I like to come forward throwing and taking shots, but they’ve had me working a lot of Errol’s style. It’s about slick boxing like Errol, cutting the ring off, different hand placements, being calm, targeting the body, setting up and throwing shots when they’re available.

How do you feel about your performance against Padilla, whom you stopped faster than anyone had previously, and what do you know about Colbert?

I dropped Padilla three times, but he was tough and game in an intense fight. They said Padilla hit hard, and that it was going to be my biggest fight.
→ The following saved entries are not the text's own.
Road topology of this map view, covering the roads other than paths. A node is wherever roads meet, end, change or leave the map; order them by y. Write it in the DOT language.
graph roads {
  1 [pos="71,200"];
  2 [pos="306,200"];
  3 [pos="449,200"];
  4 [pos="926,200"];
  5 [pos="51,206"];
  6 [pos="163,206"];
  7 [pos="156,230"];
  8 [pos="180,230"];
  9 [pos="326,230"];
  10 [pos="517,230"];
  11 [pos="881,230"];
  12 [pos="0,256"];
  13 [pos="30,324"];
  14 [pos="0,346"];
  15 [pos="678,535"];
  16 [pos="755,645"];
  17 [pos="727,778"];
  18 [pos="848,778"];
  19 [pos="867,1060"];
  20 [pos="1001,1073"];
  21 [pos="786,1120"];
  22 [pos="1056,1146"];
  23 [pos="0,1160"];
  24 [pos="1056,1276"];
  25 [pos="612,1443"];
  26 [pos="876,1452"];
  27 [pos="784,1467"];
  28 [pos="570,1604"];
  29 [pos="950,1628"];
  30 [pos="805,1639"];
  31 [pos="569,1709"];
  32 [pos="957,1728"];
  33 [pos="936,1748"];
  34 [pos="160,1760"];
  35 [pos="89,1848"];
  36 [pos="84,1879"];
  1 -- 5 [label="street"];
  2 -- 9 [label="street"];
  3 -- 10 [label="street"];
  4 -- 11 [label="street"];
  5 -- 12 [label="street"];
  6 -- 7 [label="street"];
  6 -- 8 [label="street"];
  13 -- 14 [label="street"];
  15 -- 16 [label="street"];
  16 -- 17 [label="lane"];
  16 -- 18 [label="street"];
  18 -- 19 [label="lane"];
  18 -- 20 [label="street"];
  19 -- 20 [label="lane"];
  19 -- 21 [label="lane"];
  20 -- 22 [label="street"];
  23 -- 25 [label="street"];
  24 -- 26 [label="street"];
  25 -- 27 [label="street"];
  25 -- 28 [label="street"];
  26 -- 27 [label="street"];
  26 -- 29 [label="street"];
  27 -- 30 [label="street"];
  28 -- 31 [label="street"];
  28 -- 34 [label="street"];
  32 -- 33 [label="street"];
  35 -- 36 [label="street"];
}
But Colbert is a good boxer who is fast, so I think he could be my toughest fight yet.

But I’ve fought as high as 137 ½ [for a six-round unanimous decision] against [Jose Arturo] Esquivel, and Colbert is coming up to my weight class and I believe that we’re fighting at 132. This is the hardest camp I’ve been through, so I know I’m in shape to go eight rounds.

There’s so much that I am going to bring into the fight. We can box, we can bang, or I can do whatever I have to do to get it done and win the fight. Colbert’s been running his mouth and he’s blocked me on Instagram.

My nickname is “The Dream,” and I know [140-pound prospect] Devin Haney [18-0, 12 KOs] has it also. So maybe one of those days we’ll fight for the right to have that name. I give respect to anybody who steps into the ring, but on April 13, Colbert’s going to have to show me something.